## Data extracts:
☆ ☆ ☆ ☆ ☆ ☆ ☆

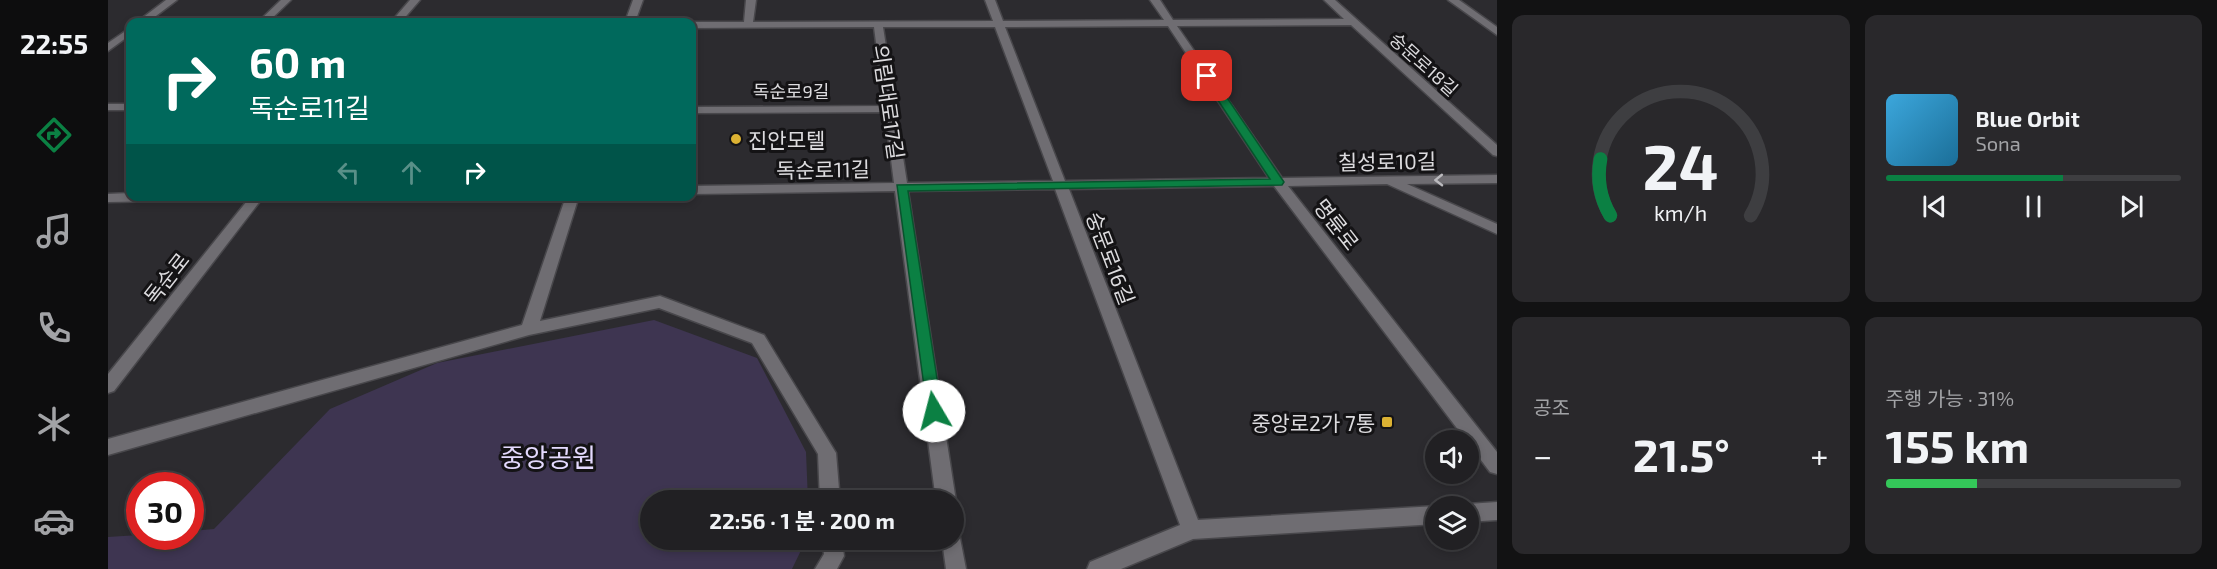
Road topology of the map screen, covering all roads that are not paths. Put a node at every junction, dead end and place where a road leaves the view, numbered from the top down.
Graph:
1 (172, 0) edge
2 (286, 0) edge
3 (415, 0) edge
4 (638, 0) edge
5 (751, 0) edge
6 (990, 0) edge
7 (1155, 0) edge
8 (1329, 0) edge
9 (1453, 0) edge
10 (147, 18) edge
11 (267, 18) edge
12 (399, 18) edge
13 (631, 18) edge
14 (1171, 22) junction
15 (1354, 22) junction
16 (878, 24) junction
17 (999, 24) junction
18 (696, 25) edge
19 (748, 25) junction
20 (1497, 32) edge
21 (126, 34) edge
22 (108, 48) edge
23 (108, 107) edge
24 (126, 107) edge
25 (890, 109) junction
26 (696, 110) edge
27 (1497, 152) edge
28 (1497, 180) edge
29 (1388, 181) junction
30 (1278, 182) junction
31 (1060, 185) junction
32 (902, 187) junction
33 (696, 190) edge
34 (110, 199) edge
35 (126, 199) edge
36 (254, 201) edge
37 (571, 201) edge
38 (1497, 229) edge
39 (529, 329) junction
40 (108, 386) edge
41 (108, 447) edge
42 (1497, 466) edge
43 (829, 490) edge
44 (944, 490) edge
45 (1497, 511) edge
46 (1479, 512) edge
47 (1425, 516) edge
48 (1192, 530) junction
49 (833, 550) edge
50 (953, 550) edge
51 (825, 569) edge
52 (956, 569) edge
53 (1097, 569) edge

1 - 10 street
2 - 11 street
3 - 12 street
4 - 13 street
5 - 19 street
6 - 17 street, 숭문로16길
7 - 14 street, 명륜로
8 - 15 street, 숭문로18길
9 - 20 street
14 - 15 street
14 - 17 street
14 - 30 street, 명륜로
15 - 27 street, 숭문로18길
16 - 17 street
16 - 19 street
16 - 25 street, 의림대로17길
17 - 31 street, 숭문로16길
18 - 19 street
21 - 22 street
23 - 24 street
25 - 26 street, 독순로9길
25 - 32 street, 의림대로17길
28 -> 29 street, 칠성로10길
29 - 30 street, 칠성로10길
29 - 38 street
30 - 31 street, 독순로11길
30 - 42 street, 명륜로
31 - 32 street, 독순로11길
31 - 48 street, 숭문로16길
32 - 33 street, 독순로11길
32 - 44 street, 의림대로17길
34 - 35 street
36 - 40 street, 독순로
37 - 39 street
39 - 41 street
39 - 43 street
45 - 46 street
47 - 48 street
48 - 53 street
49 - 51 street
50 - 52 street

☆ ☆ ☆ ☆ ☆ ☆ ☆

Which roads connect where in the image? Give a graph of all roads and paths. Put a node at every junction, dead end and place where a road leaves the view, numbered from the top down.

☆ ☆ ☆ ☆ ☆ ☆ ☆

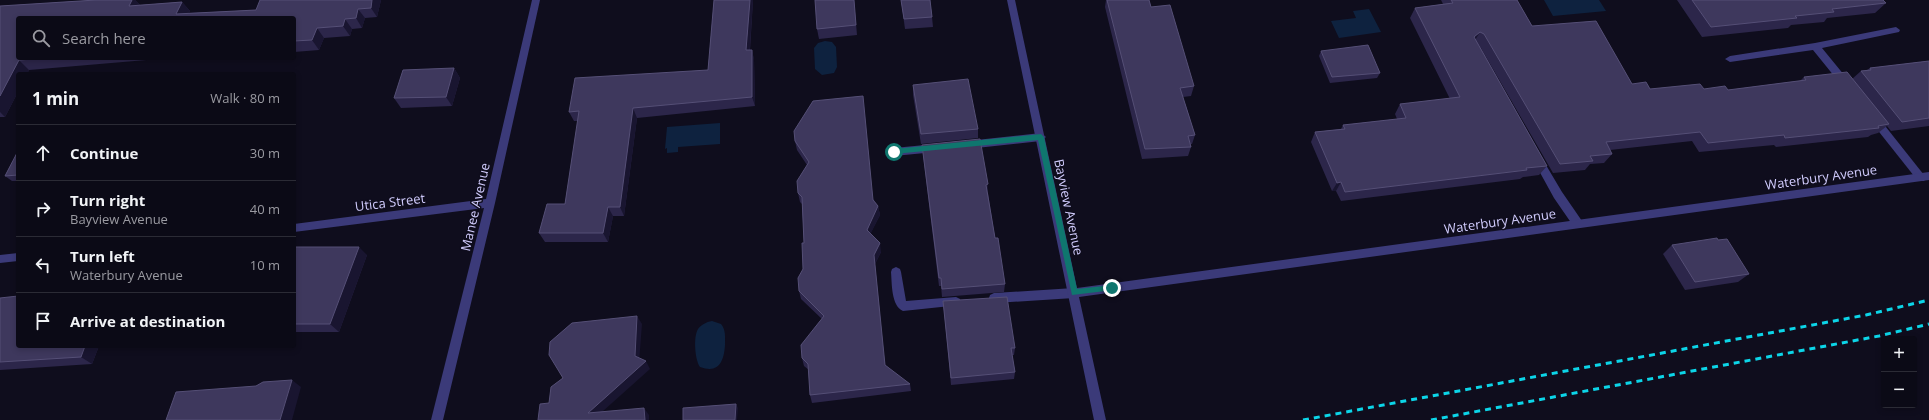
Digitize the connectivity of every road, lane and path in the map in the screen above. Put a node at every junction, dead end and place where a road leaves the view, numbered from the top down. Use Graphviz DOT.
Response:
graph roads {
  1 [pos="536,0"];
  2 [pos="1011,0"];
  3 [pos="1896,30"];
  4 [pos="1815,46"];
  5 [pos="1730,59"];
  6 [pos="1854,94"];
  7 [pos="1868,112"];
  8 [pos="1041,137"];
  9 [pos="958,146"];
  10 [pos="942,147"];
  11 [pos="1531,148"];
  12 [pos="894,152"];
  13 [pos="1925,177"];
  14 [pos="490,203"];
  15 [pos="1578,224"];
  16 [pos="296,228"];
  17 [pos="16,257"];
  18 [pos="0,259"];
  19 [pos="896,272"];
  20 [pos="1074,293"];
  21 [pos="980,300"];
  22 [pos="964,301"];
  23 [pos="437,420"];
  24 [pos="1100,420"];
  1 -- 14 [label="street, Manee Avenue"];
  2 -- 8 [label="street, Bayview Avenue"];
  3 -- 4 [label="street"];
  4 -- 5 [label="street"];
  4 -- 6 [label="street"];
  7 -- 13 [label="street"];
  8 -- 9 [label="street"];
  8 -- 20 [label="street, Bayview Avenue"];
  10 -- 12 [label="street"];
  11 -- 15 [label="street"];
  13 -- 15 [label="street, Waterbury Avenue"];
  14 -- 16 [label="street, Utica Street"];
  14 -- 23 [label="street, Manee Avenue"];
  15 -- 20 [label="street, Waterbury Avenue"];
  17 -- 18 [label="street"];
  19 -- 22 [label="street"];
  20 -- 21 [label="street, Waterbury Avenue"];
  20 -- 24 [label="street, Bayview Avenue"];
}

☆ ☆ ☆ ☆ ☆ ☆ ☆

## Exercise:
Within the material above, find the lines that hold "dead" and report only how many there are.

## Solved problem:
3